American media empire

Secretly from the general public, executives and leading journalists of almost all major US news outlets have long remained members of the influential Council on Foreign Relations (CFR).

Founded in 1921 as a private organization, “forcing America to fulfill its global responsibilities,” the CFR and its approximately 5,000 elite members have influenced the formation of US foreign policy for decades. As a famous member of the council once explained, the main goal was to create a world empire, however, with a rather benevolent attitude.

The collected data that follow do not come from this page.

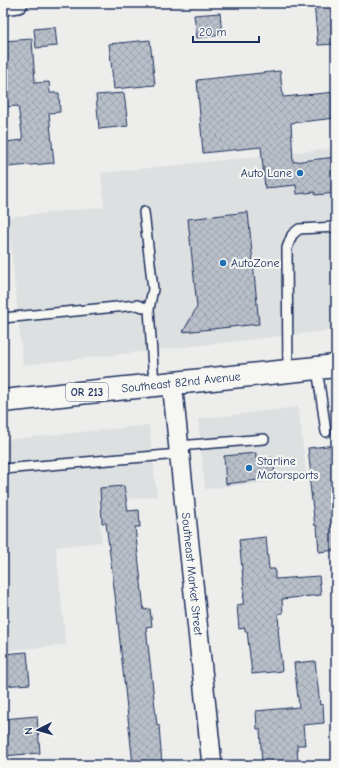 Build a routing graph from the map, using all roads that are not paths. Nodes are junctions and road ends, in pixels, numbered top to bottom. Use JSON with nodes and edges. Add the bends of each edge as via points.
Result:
{"nodes":[{"id":1,"x":18,"y":3,"type":"edge"},
{"id":2,"x":3,"y":5,"type":"edge"},
{"id":3,"x":144,"y":212,"type":"dead end"},
{"id":4,"x":336,"y":227,"type":"edge"},
{"id":5,"x":149,"y":309,"type":"junction"},
{"id":6,"x":3,"y":318,"type":"edge"},
{"id":7,"x":327,"y":367,"type":"edge"},
{"id":8,"x":288,"y":371,"type":"junction"},
{"id":9,"x":163,"y":383,"type":"junction"},
{"id":10,"x":3,"y":401,"type":"edge"},
{"id":11,"x":326,"y":432,"type":"dead end"},
{"id":12,"x":264,"y":439,"type":"dead end"},
{"id":13,"x":179,"y":450,"type":"junction"},
{"id":14,"x":3,"y":469,"type":"edge"},
{"id":15,"x":212,"y":765,"type":"edge"}],
"edges":[{"from":1,"to":2,"type":"street"},
{"from":3,"to":5,"type":"lane","via":[[153,289]]},
{"from":4,"to":8,"type":"lane","via":[[298,230],[292,235],[287,248]]},
{"from":5,"to":6,"type":"lane","via":[[136,305]]},
{"from":5,"to":9,"type":"lane"},
{"from":7,"to":8,"type":"main road","name":"Southeast 82nd Avenue","number":"OR 213"},
{"from":7,"to":11,"type":"lane"},
{"from":8,"to":9,"type":"main road","name":"Southeast 82nd Avenue","number":"OR 213"},
{"from":9,"to":10,"type":"main road","name":"Southeast 82nd Avenue","number":"OR 213"},
{"from":9,"to":13,"type":"street","name":"Southeast Market Street"},
{"from":12,"to":13,"type":"lane"},
{"from":13,"to":14,"type":"lane"},
{"from":13,"to":15,"type":"street","name":"Southeast Market Street"}]}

Using the official membership lists presented in the following illustration, the extensive CFR media network and its two main international partner organizations are published for the first time: the Bilderberg Club (covering mainly the US and Europe) and the Tripartite Commission (covering North America, Europe and East Asia), created by leaders Council for the development of elite cooperation at the international level.

American Media Structure

In his column, former Washington Post editor and ombudsman Richard Harwood endorsed the council and its members, stating: “The membership of these journalists on the board is a recognition of their active, important role in public affairs and their presence in the American ruling class. They do not just analyze and interpret US foreign policy, they shape it.

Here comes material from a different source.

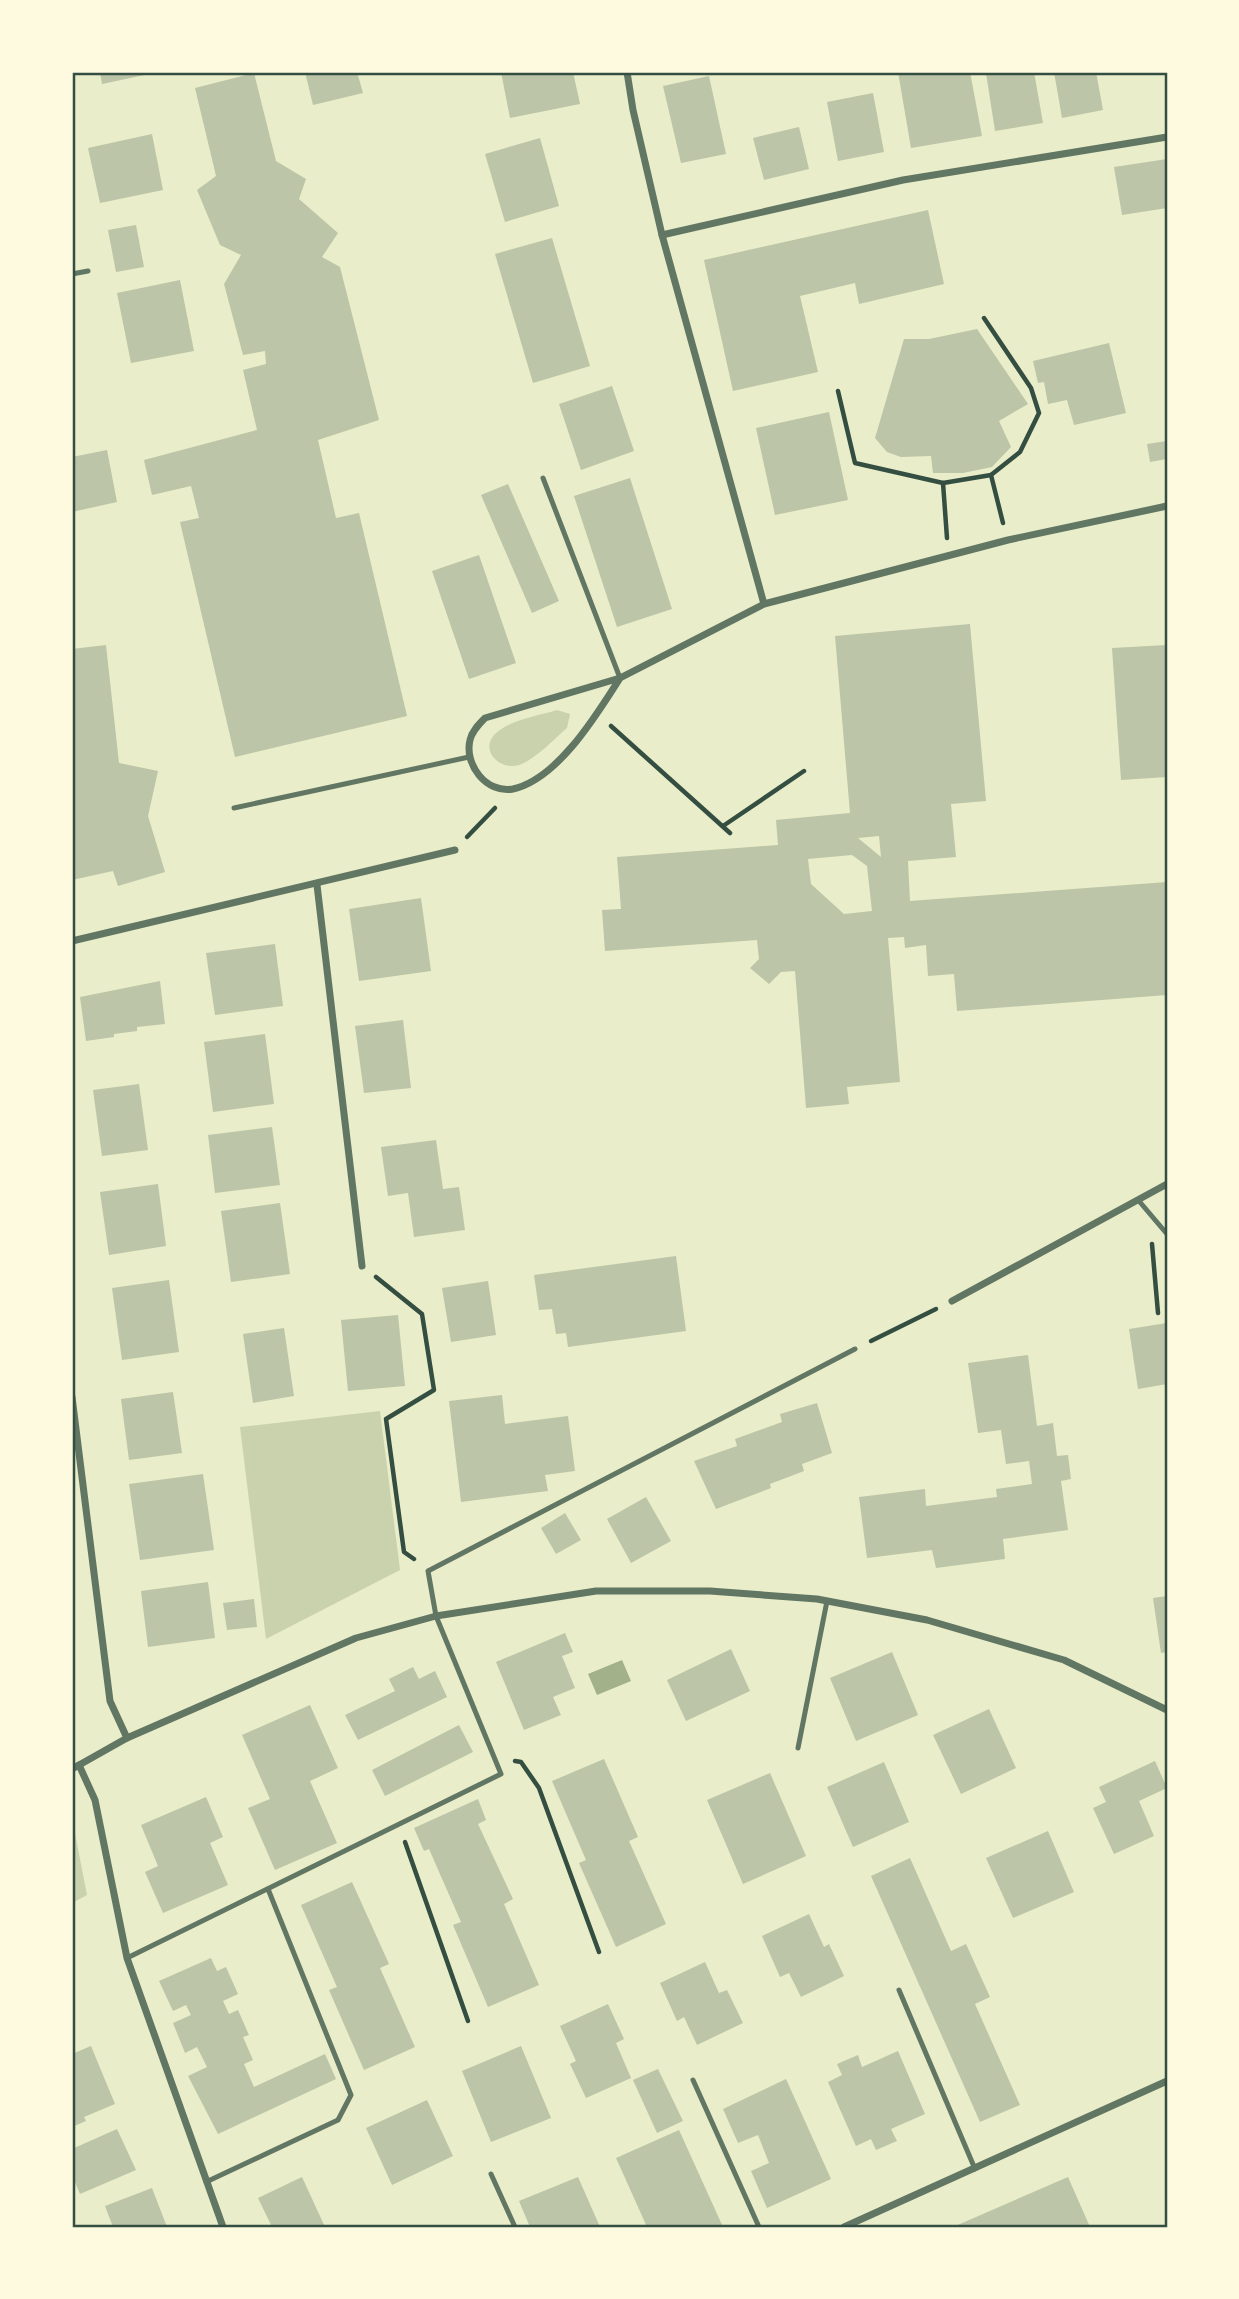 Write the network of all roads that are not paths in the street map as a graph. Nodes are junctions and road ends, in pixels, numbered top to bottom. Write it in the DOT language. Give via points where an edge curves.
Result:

They are part of this establishment, whether they like it or not, sharing a large part of its values ​​and world views. ”

However, media leaders make up only 5% of the total CFR network. As can be seen in the following figure, the key members of the private Council on Foreign Relations were:

● a number of US presidents and vice presidents of both parties;

● almost all state secretaries, ministers of defense and finance;

● many senior commanders of the US and NATO Armed Forces;

● Almost all national security advisers, CIA heads, UN ambassadors, Fed chairmen, World Bank presidents, and directors of the National Economic Council;

● some of the most influential members of Congress (especially in matters of foreign policy and security);

● many supreme judges, media executives, and entertainment industry executives;

● many prominent scholars, especially in key areas such as economics, international relations, political science, history and journalism,
many executives from Wall Street, think tanks, universities and NGOs;

● Key members of the 9/11 Commission and the Warren Commission.

Renowned Kennedy economist and supporter John Galbraith reaffirmed the influence of the council: “All of us who worked to elect Kennedy had a good attitude in the government, we had the right to vote, but foreign policy continued to depend on people from the Council on Foreign Relations.”

John J. McCloy, a longtime chairman and adviser to 9 US presidents, spoke about his time in Washington: “Whenever we needed a person, we looked at the list of council members and called New York.”

The German publication Der Spiegel once described the CFR as “the most influential private institution in the United States and the Western world” and the “Politburo of capitalism.” The logo of the council and its slogan once again emphasize these ambitions.

Political commentator Richard R. Rover once said: “CFR leaders are a kind of presidium for the part of the establishment that directs our destiny as a nation. It’s rare to fail to meet any member, or at least one of his allies, in the White House. ”

Until recently, such a perception was really justified. Thus, in 1993, former CFR chief George W. Bush was succeeded by CFR member Bill Clinton, followed by CFR member George W. Bush.

In 2008, CFR member John McCain lost to CFR presidential candidate Barack Obama, who received the names of his entire cabinet a month before he was elected CFR senior fellow (and Citigroup banker) Michael Frohman. Frohman later negotiated the TTP and TTIP Free Trade Agreements before returning to CFR as a Distinguished Employee.

Apparently, before the 2016 election, the council could not prevail. In any case, not yet.